Ten items, shuffled fresh each session. Five are like terms; five are not. Every item probes a specific misconception or extends into territory the teaching card didn’t cover (fractional coefficients, multi-variable terms, letter order). Two items (the same-letter baseline and the constants pair) deliberately overlap with the teaching examples to confirm the core criteria transferred.

What each item is diagnosing

8x and 3x — baseline. Same letter, different positive integer coefficients. A confidence check that the core same-letters criterion transferred from teaching.

−¾y and 8y. Extends “coefficients are irrelevant” into fractional and negative coefficients. Catches students whose mental rule is “coefficients must be whole and positive.”

3xy and 7xy. First multi-variable item. Both terms have the same letter set (x and y, each to the implicit power of 1).

4ab and 2ba. Letter order is irrelevant. Multiplication is commutative, so ab and ba are the same product. Catches students who treat letter order as significant.

−6 and 11. Two constants of opposite sign. Reinforces the teaching that constants are like terms, with a wider variation than Example 3.

4x and 4y. Matching coefficients but different letters. The signature attack on the “matching coefficients means like terms” misconception.

2x² and 5x. Same letter (x) but different exponents. Each letter’s exponent must match too.

2xy and 3xz. Partial overlap — both have x, but the other letters differ (y vs z). Every letter must match, not just one of them.

5 and 3x. One is a constant, the other has a letter. Their sets of letters don’t match.

x²y and xy². Same letters but the powers are distributed differently. Each letter’s exponent must match in both terms.

Common confusions to watch for

“Matching coefficients means like terms” — probed by 4x and 4y. Teaching Example 6 addressed this directly; students who still answer ✓ here haven’t internalised that letters matter more than coefficients.

“Same letter is enough (exponents don’t matter)” — probed by 2x² and 5x and by x²y and xy². Two angles on the same misconception — the exponent on each letter must match.

“Any common letter is enough” — probed by 2xy and 3xz. Students who say ✓ here are reasoning “both have x” without checking that every letter appears in both.

“Coefficients must be whole and positive” — probed by −¾y and 8y, reinforced by −6 and 11. The teaching covered negative integers (Example 4); fractional coefficients are new ground.
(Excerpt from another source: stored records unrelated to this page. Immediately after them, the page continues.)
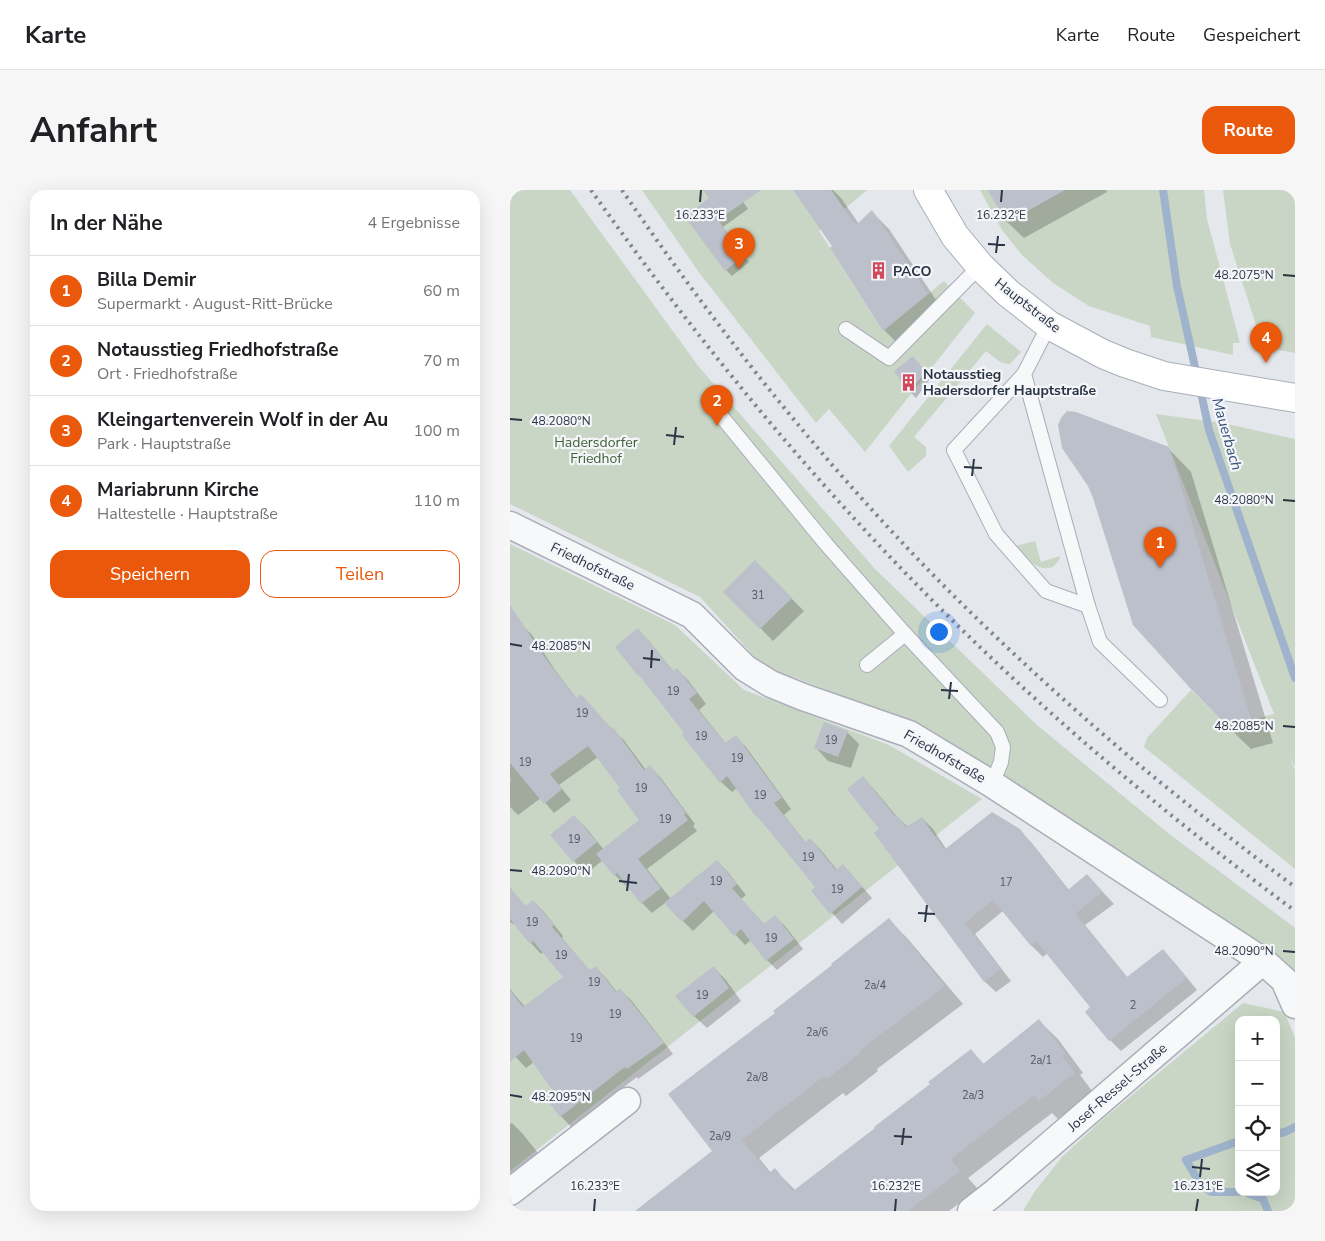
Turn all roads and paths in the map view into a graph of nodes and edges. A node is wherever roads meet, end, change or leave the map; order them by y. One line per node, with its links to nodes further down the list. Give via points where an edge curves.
1 (928, 190): 2 (main road, Hauptstraße, via 955,236)
2 (980, 266): 3 (main road, Hauptstraße); 4 (lane, via 889,358)
3 (1049, 325): 5 (lane); 6 (main road, Hauptstraße, via 1103,354 1164,376)
4 (846, 329)
5 (1024, 374): 9 (lane); 9 (lane, via 954,450 996,534 1046,591)
6 (1295, 398)
7 (708, 400): 10 (lane)
8 (510, 525): 13 (street, Friedhofstraße, via 692,615 745,668 771,684 909,734)
9 (1088, 606): 12 (lane, via 1100,642)
10 (905, 634): 11 (lane); 13 (lane, via 997,732 1003,747)
11 (866, 665)
12 (1160, 700)
13 (992, 784): 14 (street, Friedhofstraße)
14 (1262, 961): 15 (street, Friedhofstraße, via 1284,980); 18 (street, Josef-Ressel-Straße)
15 (1295, 1005)
16 (628, 1101): 17 (street)
17 (510, 1192)
18 (994, 1202): 19 (street, Josef-Ressel-Straße)
19 (971, 1211)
“Letter order matters” — probed by 4ab and 2ba. Students who say ✗ here are treating the letters as a positional sequence rather than a multiplicative set.

Discussion prompts

Three short prompts to extend the work after the testing sequence:

  1. “In your own words: what does it mean for two algebraic terms to be ‘like’?” — tests whether students can articulate the rule without leaning on specific examples.
  2. “Can 5x³ and x³ be like terms? What about 5x³ and 5x²? What rule are you using?” — surfaces the dual criteria (same letters, matching exponents) explicitly.
  3. “Why is 4ab the same as 2ba as far as being ‘like’ is concerned? What if it were 4a²b vs 2ba²?” — surfaces commutativity and how it interacts with exponents.

Reading the summary

At the end, all ten items are shown together. Each cell has two channels of information: a green or red tint indicates whether the student answered correctly; a ✓ or ✗ in the corner indicates whether the two terms actually are like terms. The two channels stay independent.

If a student misses specific items consistently, the pattern points to the gap: missed 4x and 4y means matching coefficients is still feeling decisive; missed 2x² and 5x or x²y and xy² means the exponent criterion hasn’t landed; missed 2xy and 3xz means partial overlap is reading as full overlap; missed 4ab and 2ba means letter order is feeling significant; missed −6 and 11 means constants haven’t been accepted as like terms despite teaching Example 3.